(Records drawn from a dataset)
========================
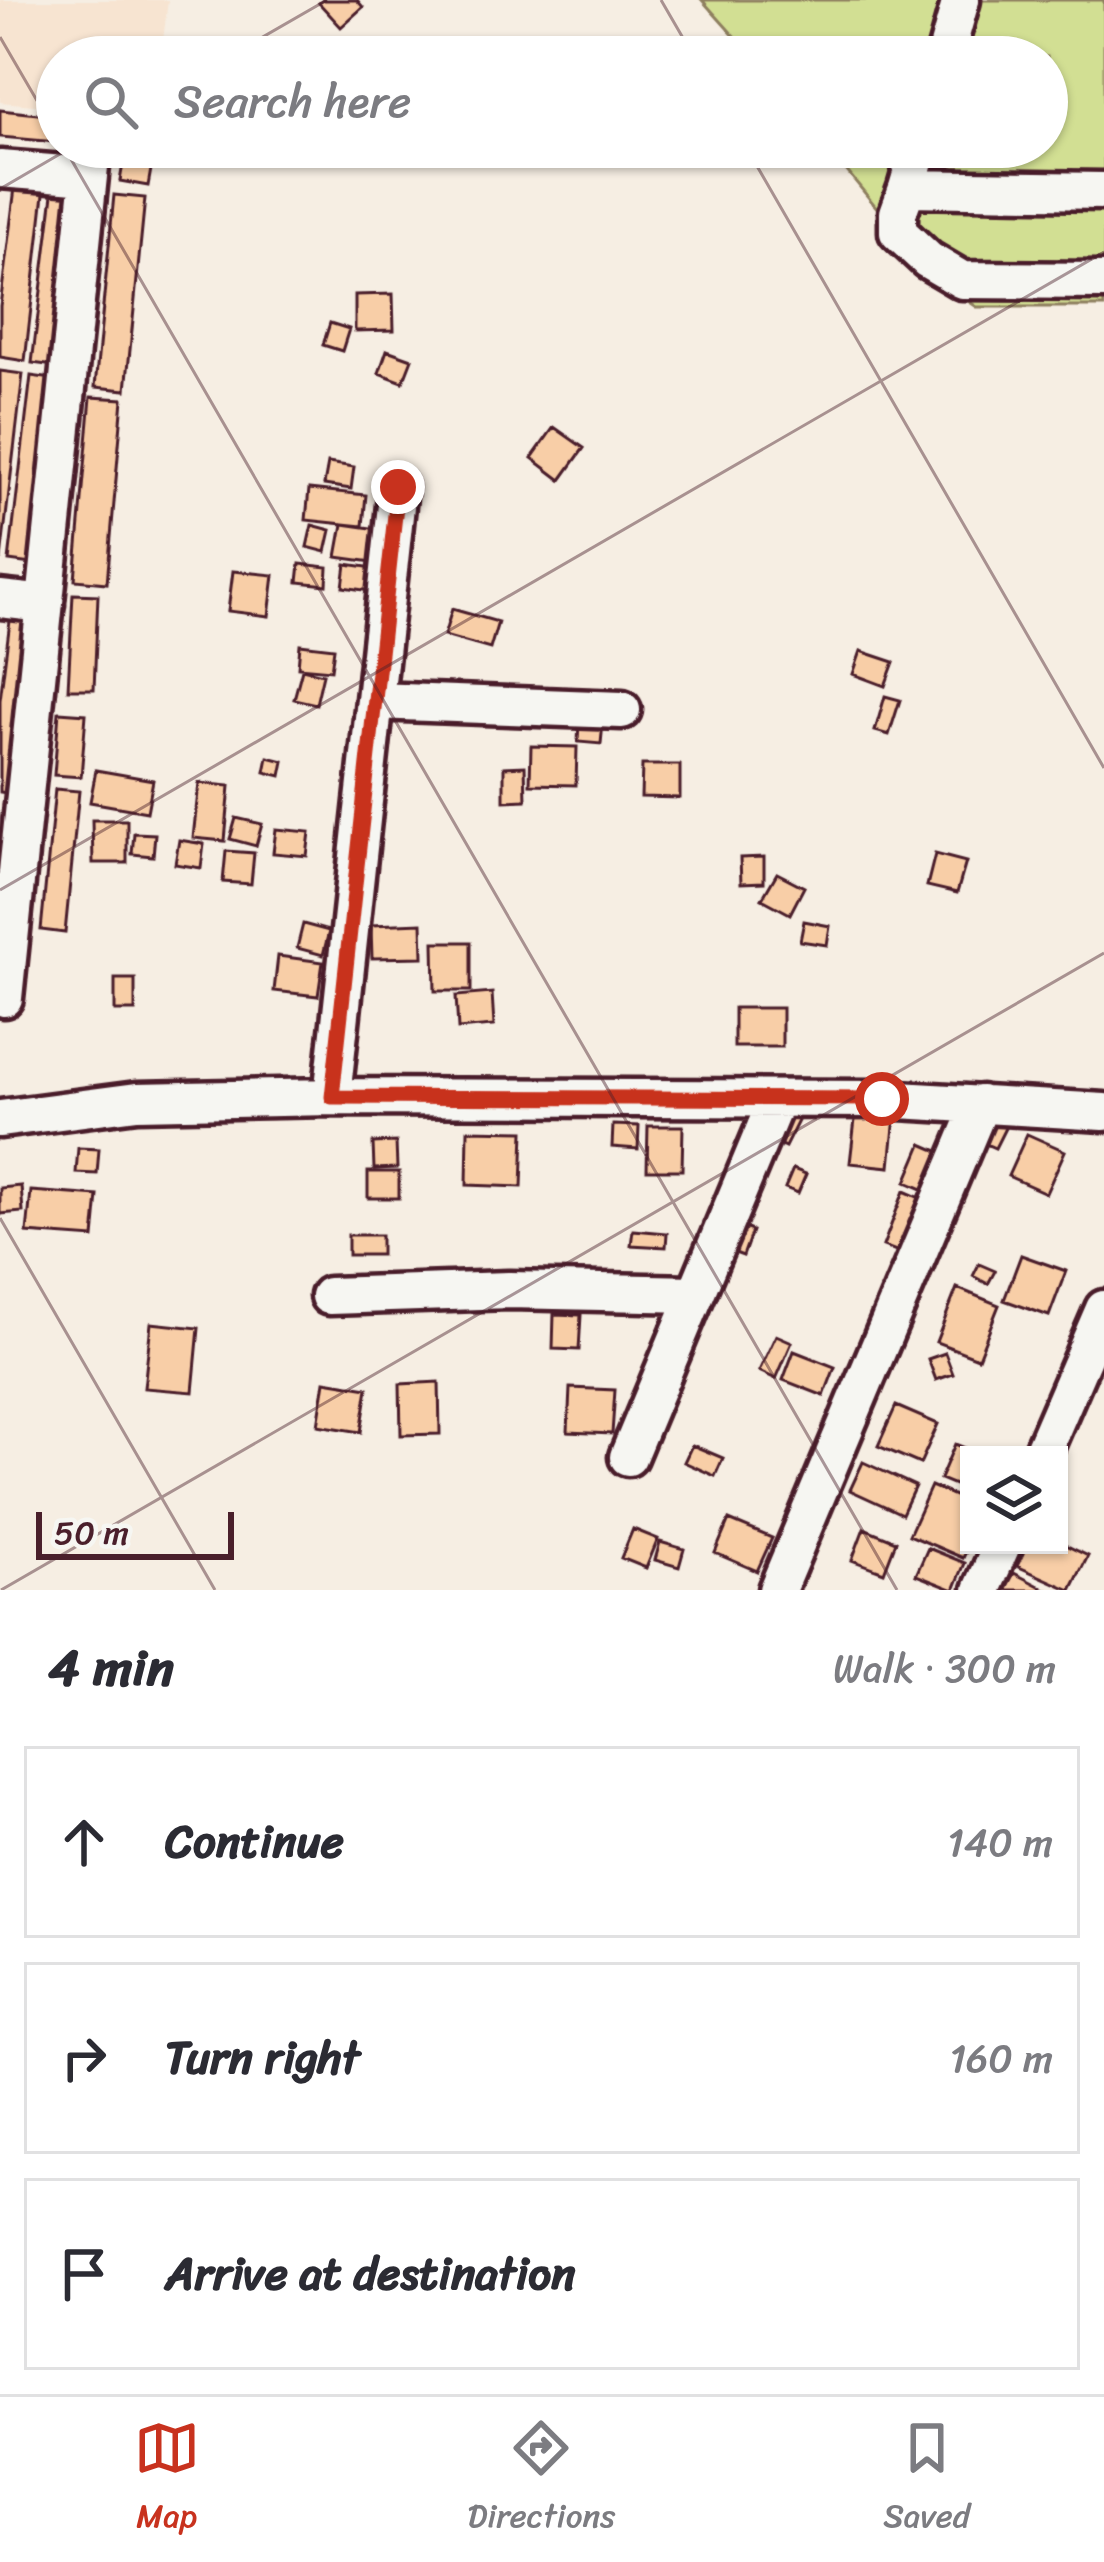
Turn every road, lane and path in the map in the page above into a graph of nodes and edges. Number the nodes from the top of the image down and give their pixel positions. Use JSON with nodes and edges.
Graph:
{"nodes":[{"id":1,"x":962,"y":0,"type":"edge"},
{"id":2,"x":951,"y":36,"type":"edge"},
{"id":3,"x":36,"y":166,"type":"edge"},
{"id":4,"x":89,"y":168,"type":"edge"},
{"id":5,"x":913,"y":168,"type":"edge"},
{"id":6,"x":0,"y":169,"type":"edge"},
{"id":7,"x":907,"y":188,"type":"junction"},
{"id":8,"x":1104,"y":190,"type":"edge"},
{"id":9,"x":1104,"y":281,"type":"edge"},
{"id":10,"x":398,"y":487,"type":"dead end"},
{"id":11,"x":0,"y":599,"type":"edge"},
{"id":12,"x":45,"y":604,"type":"junction"},
{"id":13,"x":375,"y":701,"type":"junction"},
{"id":14,"x":622,"y":710,"type":"dead end"},
{"id":15,"x":5,"y":947,"type":"edge"},
{"id":16,"x":4,"y":998,"type":"dead end"},
{"id":17,"x":332,"y":1097,"type":"junction"},
{"id":18,"x":777,"y":1099,"type":"junction"},
{"id":19,"x":982,"y":1104,"type":"junction"},
{"id":20,"x":1104,"y":1112,"type":"edge"},
{"id":21,"x":0,"y":1119,"type":"edge"},
{"id":22,"x":694,"y":1294,"type":"junction"},
{"id":23,"x":329,"y":1296,"type":"dead end"},
{"id":24,"x":1104,"y":1309,"type":"edge"},
{"id":25,"x":1045,"y":1446,"type":"edge"},
{"id":26,"x":628,"y":1456,"type":"dead end"},
{"id":27,"x":998,"y":1554,"type":"edge"},
{"id":28,"x":777,"y":1590,"type":"edge"},
{"id":29,"x":982,"y":1590,"type":"edge"}],
"edges":[{"from":1,"to":2,"type":"street"},
{"from":3,"to":6,"type":"street"},
{"from":4,"to":12,"type":"street"},
{"from":5,"to":7,"type":"street"},
{"from":7,"to":8,"type":"street"},
{"from":7,"to":9,"type":"street"},
{"from":10,"to":13,"type":"street"},
{"from":11,"to":12,"type":"street"},
{"from":12,"to":15,"type":"street"},
{"from":13,"to":14,"type":"street"},
{"from":13,"to":17,"type":"street"},
{"from":15,"to":16,"type":"street"},
{"from":17,"to":18,"type":"street"},
{"from":17,"to":21,"type":"street"},
{"from":18,"to":19,"type":"street"},
{"from":18,"to":22,"type":"street"},
{"from":19,"to":20,"type":"street"},
{"from":19,"to":28,"type":"street"},
{"from":22,"to":23,"type":"street"},
{"from":22,"to":26,"type":"street"},
{"from":24,"to":25,"type":"street"},
{"from":27,"to":29,"type":"street"}]}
========================
Instructions for the task: Leave out the pictures and copy every record above exactly.

Reply to the task:
Turn every road, lane and path in the map in the page above into a graph of nodes and edges. Number the nodes from the top of the image down and give their pixel positions. Use JSON with nodes and edges.
Graph:
{"nodes":[{"id":1,"x":962,"y":0,"type":"edge"},
{"id":2,"x":951,"y":36,"type":"edge"},
{"id":3,"x":36,"y":166,"type":"edge"},
{"id":4,"x":89,"y":168,"type":"edge"},
{"id":5,"x":913,"y":168,"type":"edge"},
{"id":6,"x":0,"y":169,"type":"edge"},
{"id":7,"x":907,"y":188,"type":"junction"},
{"id":8,"x":1104,"y":190,"type":"edge"},
{"id":9,"x":1104,"y":281,"type":"edge"},
{"id":10,"x":398,"y":487,"type":"dead end"},
{"id":11,"x":0,"y":599,"type":"edge"},
{"id":12,"x":45,"y":604,"type":"junction"},
{"id":13,"x":375,"y":701,"type":"junction"},
{"id":14,"x":622,"y":710,"type":"dead end"},
{"id":15,"x":5,"y":947,"type":"edge"},
{"id":16,"x":4,"y":998,"type":"dead end"},
{"id":17,"x":332,"y":1097,"type":"junction"},
{"id":18,"x":777,"y":1099,"type":"junction"},
{"id":19,"x":982,"y":1104,"type":"junction"},
{"id":20,"x":1104,"y":1112,"type":"edge"},
{"id":21,"x":0,"y":1119,"type":"edge"},
{"id":22,"x":694,"y":1294,"type":"junction"},
{"id":23,"x":329,"y":1296,"type":"dead end"},
{"id":24,"x":1104,"y":1309,"type":"edge"},
{"id":25,"x":1045,"y":1446,"type":"edge"},
{"id":26,"x":628,"y":1456,"type":"dead end"},
{"id":27,"x":998,"y":1554,"type":"edge"},
{"id":28,"x":777,"y":1590,"type":"edge"},
{"id":29,"x":982,"y":1590,"type":"edge"}],
"edges":[{"from":1,"to":2,"type":"street"},
{"from":3,"to":6,"type":"street"},
{"from":4,"to":12,"type":"street"},
{"from":5,"to":7,"type":"street"},
{"from":7,"to":8,"type":"street"},
{"from":7,"to":9,"type":"street"},
{"from":10,"to":13,"type":"street"},
{"from":11,"to":12,"type":"street"},
{"from":12,"to":15,"type":"street"},
{"from":13,"to":14,"type":"street"},
{"from":13,"to":17,"type":"street"},
{"from":15,"to":16,"type":"street"},
{"from":17,"to":18,"type":"street"},
{"from":17,"to":21,"type":"street"},
{"from":18,"to":19,"type":"street"},
{"from":18,"to":22,"type":"street"},
{"from":19,"to":20,"type":"street"},
{"from":19,"to":28,"type":"street"},
{"from":22,"to":23,"type":"street"},
{"from":22,"to":26,"type":"street"},
{"from":24,"to":25,"type":"street"},
{"from":27,"to":29,"type":"street"}]}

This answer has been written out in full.